Work required: Retype each of the records below exactly, leaving the pictures out.

Supplied information:
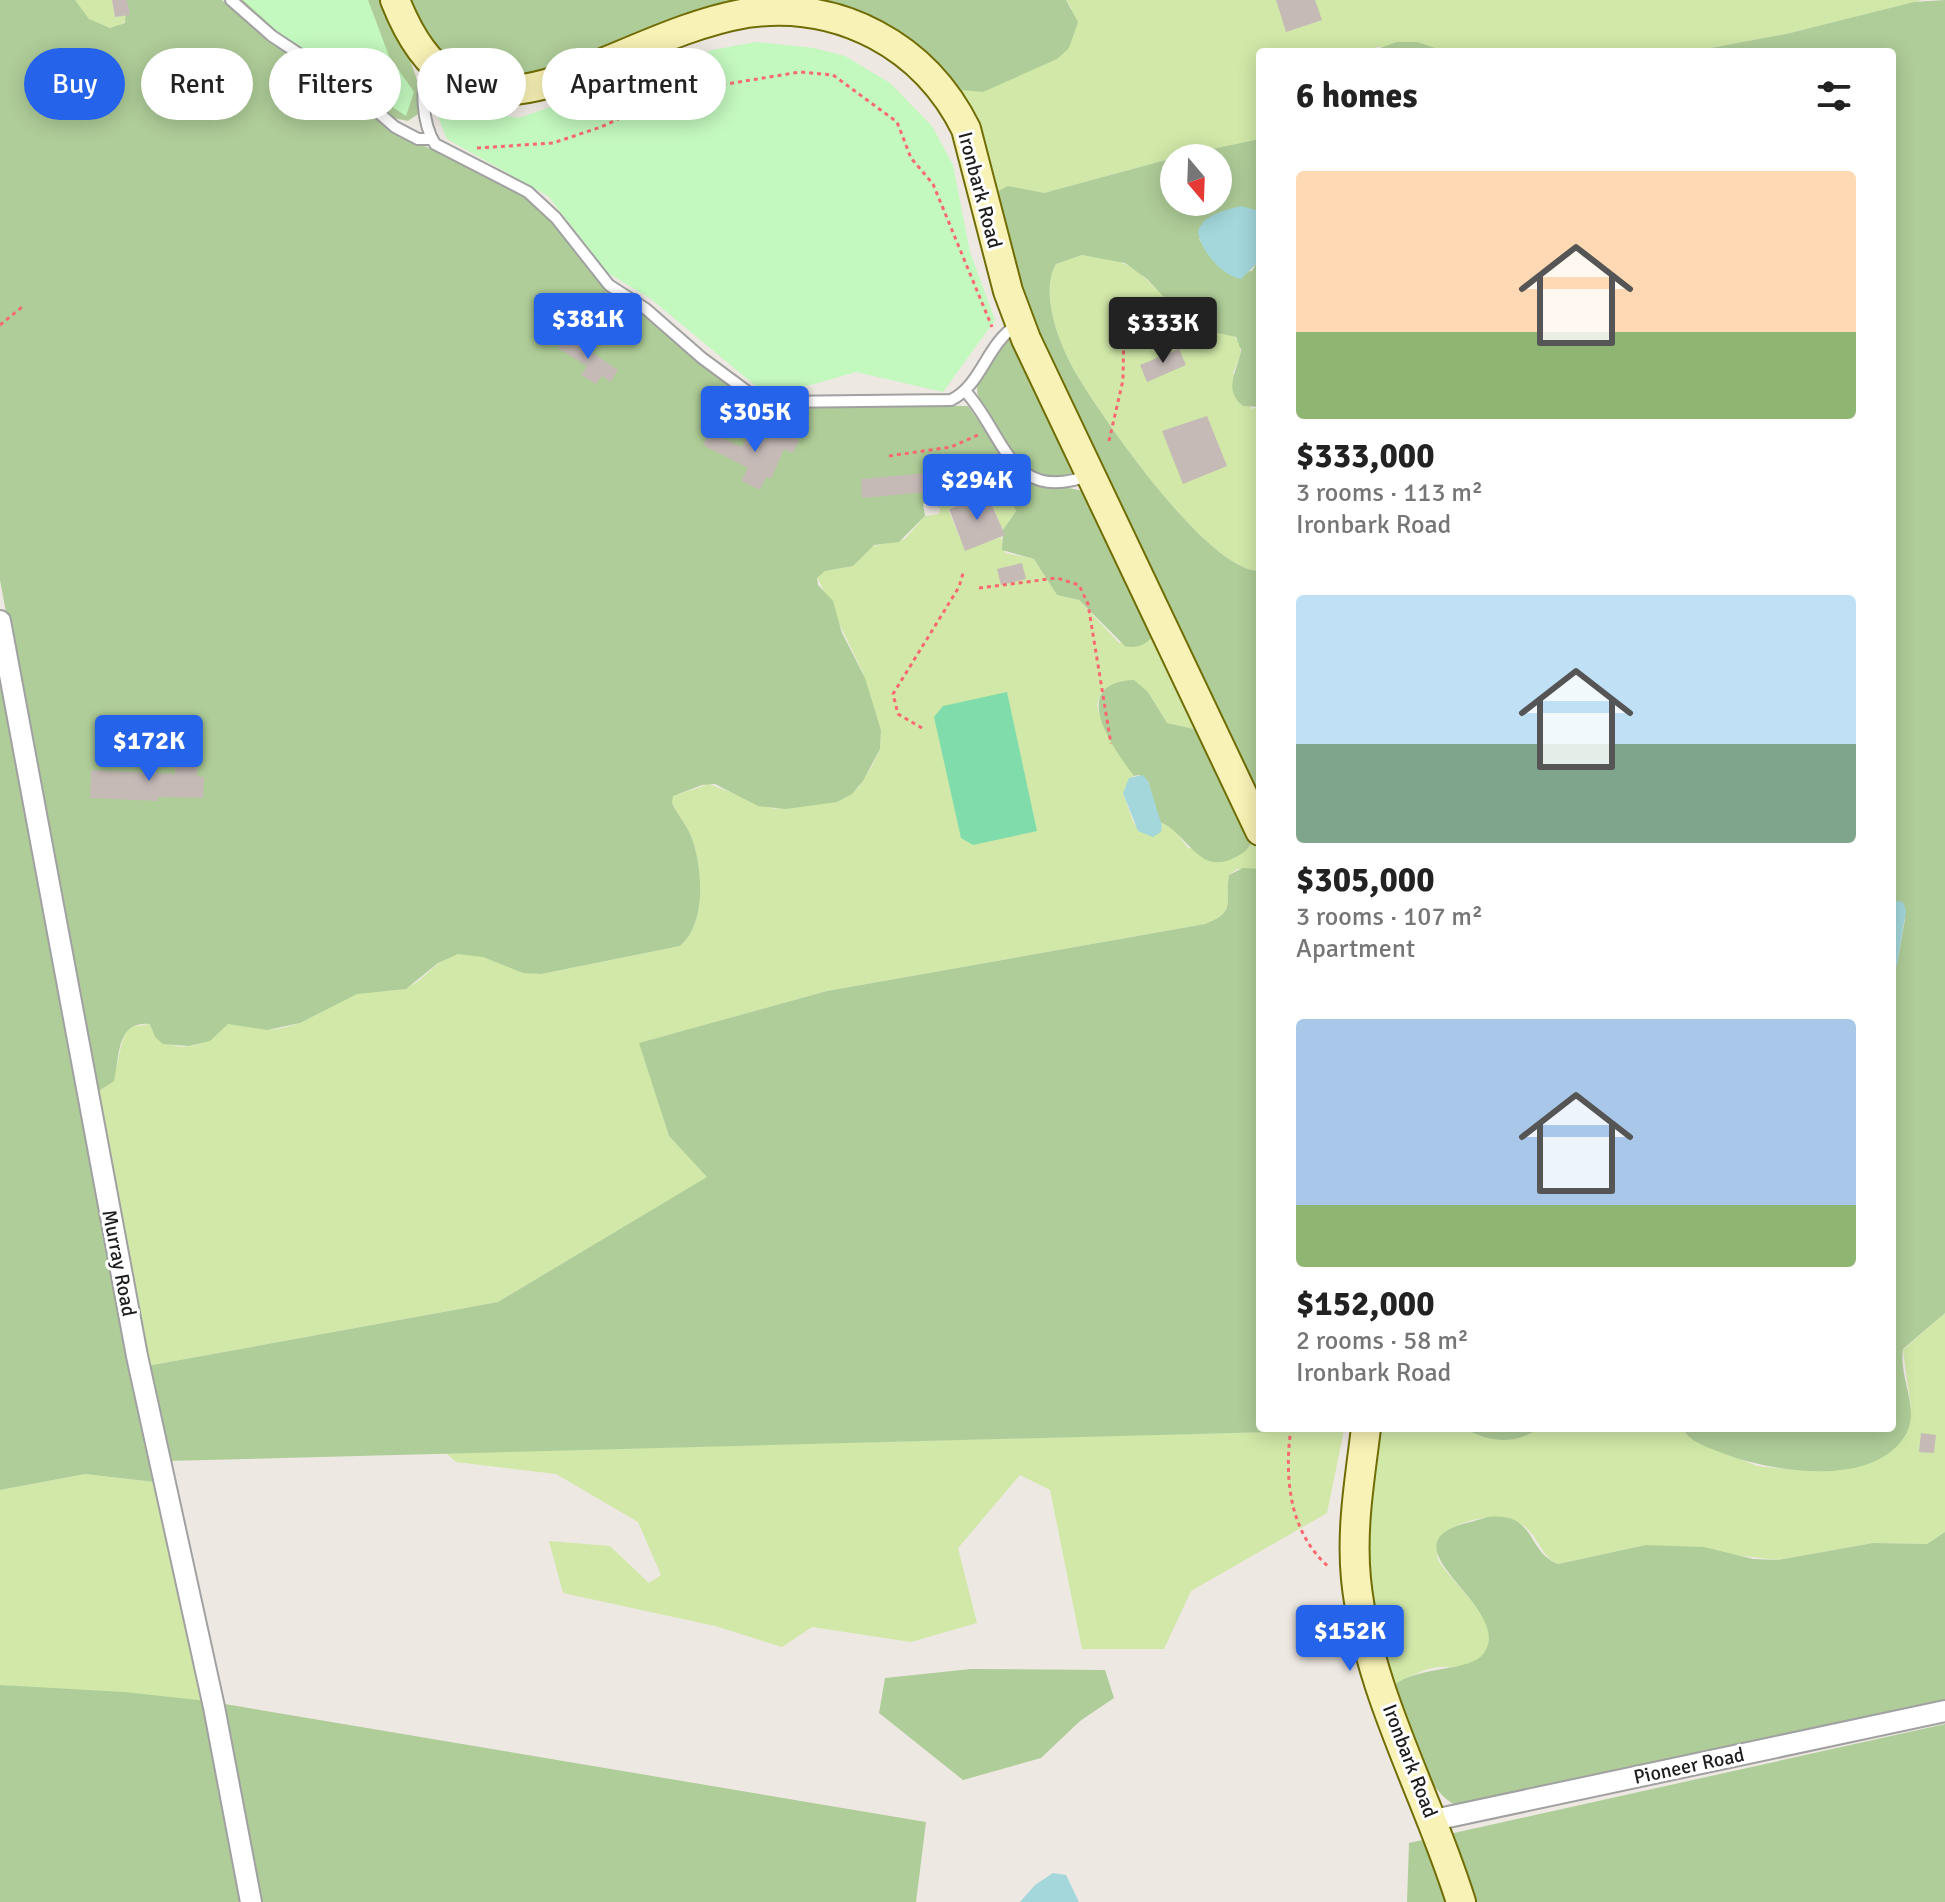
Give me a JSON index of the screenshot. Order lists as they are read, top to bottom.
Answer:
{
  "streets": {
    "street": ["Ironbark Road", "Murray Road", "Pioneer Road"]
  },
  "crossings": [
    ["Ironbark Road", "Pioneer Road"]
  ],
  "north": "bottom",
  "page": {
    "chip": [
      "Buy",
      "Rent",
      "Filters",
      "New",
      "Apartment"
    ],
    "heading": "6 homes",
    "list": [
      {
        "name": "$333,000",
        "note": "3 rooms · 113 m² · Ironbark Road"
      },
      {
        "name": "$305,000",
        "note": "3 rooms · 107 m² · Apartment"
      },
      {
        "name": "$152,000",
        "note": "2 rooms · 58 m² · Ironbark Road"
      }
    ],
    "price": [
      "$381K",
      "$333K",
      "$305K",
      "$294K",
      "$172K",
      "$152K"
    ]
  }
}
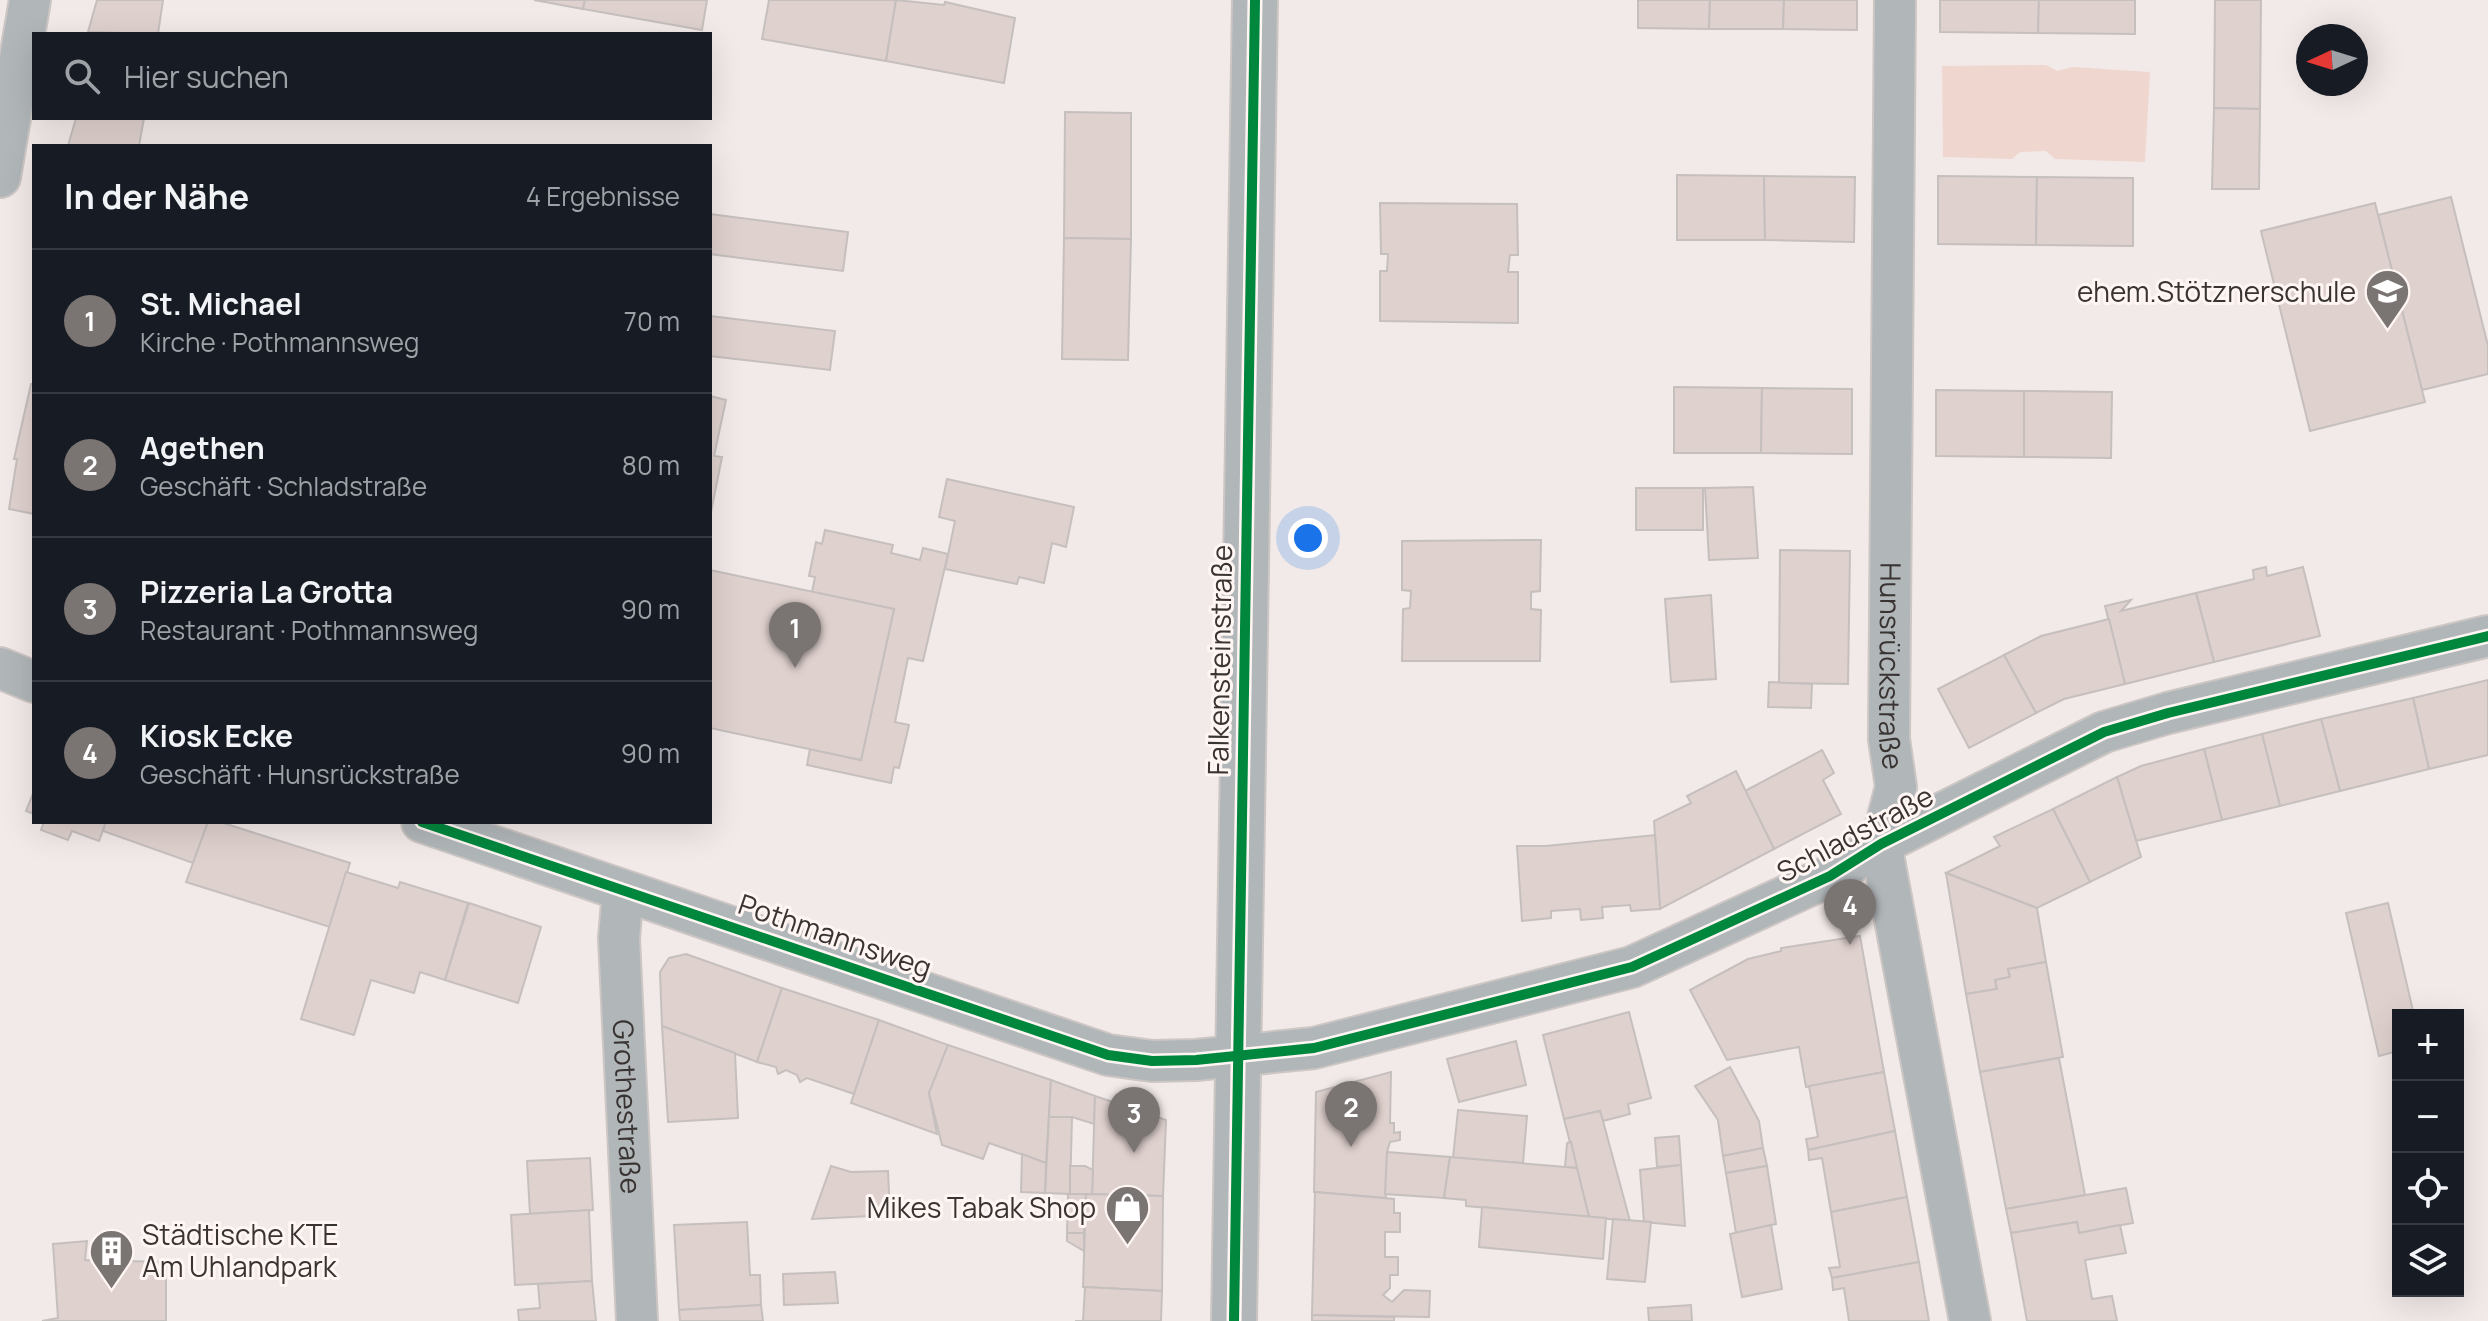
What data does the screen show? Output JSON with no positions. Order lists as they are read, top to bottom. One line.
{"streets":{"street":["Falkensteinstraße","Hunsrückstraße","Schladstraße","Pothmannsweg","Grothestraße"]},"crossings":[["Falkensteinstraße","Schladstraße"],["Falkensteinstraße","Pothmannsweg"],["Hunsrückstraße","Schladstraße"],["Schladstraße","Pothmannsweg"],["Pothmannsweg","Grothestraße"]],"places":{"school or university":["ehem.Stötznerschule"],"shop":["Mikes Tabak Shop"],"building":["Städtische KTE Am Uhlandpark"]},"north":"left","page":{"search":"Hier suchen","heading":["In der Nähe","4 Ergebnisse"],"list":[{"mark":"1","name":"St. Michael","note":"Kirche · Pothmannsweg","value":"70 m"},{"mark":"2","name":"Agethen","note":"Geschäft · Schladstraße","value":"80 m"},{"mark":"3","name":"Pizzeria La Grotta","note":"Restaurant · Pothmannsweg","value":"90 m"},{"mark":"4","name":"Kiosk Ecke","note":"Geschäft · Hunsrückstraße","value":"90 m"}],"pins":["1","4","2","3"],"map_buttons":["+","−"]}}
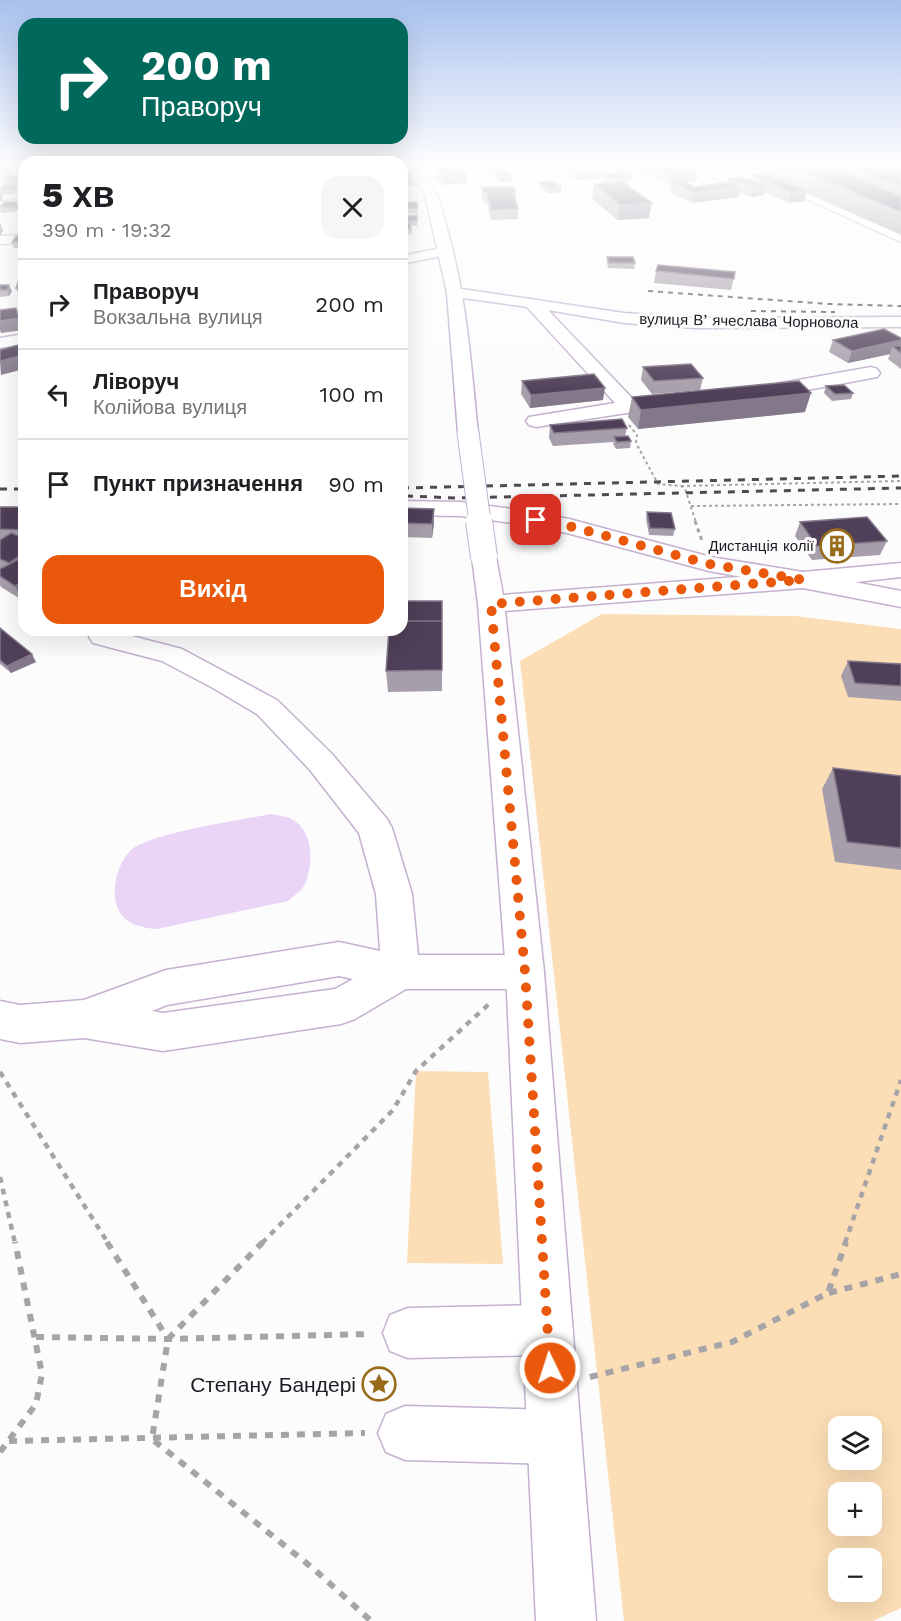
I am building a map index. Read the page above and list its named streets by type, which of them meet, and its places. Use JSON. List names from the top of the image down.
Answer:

Solution for this problem:
Give me a JSON index of the screenshot. Order lists as they are read, top to bottom.
Answer:
{
  "streets": {
    "street": ["Ironbark Road", "Murray Road", "Pioneer Road"]
  },
  "crossings": [
    ["Ironbark Road", "Pioneer Road"]
  ],
  "north": "bottom",
  "page": {
    "chip": [
      "Buy",
      "Rent",
      "Filters",
      "New",
      "Apartment"
    ],
    "heading": "6 homes",
    "list": [
      {
        "name": "$333,000",
        "note": "3 rooms · 113 m² · Ironbark Road"
      },
      {
        "name": "$305,000",
        "note": "3 rooms · 107 m² · Apartment"
      },
      {
        "name": "$152,000",
        "note": "2 rooms · 58 m² · Ironbark Road"
      }
    ],
    "price": [
      "$381K",
      "$333K",
      "$305K",
      "$294K",
      "$172K",
      "$152K"
    ]
  }
}
What data does the screen show? Output JSON with no positions. Order lists as they are read, top to bottom. One line.
{"streets":{"street":["Falkensteinstraße","Hunsrückstraße","Schladstraße","Pothmannsweg","Grothestraße"]},"crossings":[["Falkensteinstraße","Schladstraße"],["Falkensteinstraße","Pothmannsweg"],["Hunsrückstraße","Schladstraße"],["Schladstraße","Pothmannsweg"],["Pothmannsweg","Grothestraße"]],"places":{"school or university":["ehem.Stötznerschule"],"shop":["Mikes Tabak Shop"],"building":["Städtische KTE Am Uhlandpark"]},"north":"left","page":{"search":"Hier suchen","heading":["In der Nähe","4 Ergebnisse"],"list":[{"mark":"1","name":"St. Michael","note":"Kirche · Pothmannsweg","value":"70 m"},{"mark":"2","name":"Agethen","note":"Geschäft · Schladstraße","value":"80 m"},{"mark":"3","name":"Pizzeria La Grotta","note":"Restaurant · Pothmannsweg","value":"90 m"},{"mark":"4","name":"Kiosk Ecke","note":"Geschäft · Hunsrückstraße","value":"90 m"}],"pins":["1","4","2","3"],"map_buttons":["+","−"]}}
I am building a map index. Read the page above and list its named streets by type, which of them meet, and its places. Use JSON. List names from the top of the image down.
Answer:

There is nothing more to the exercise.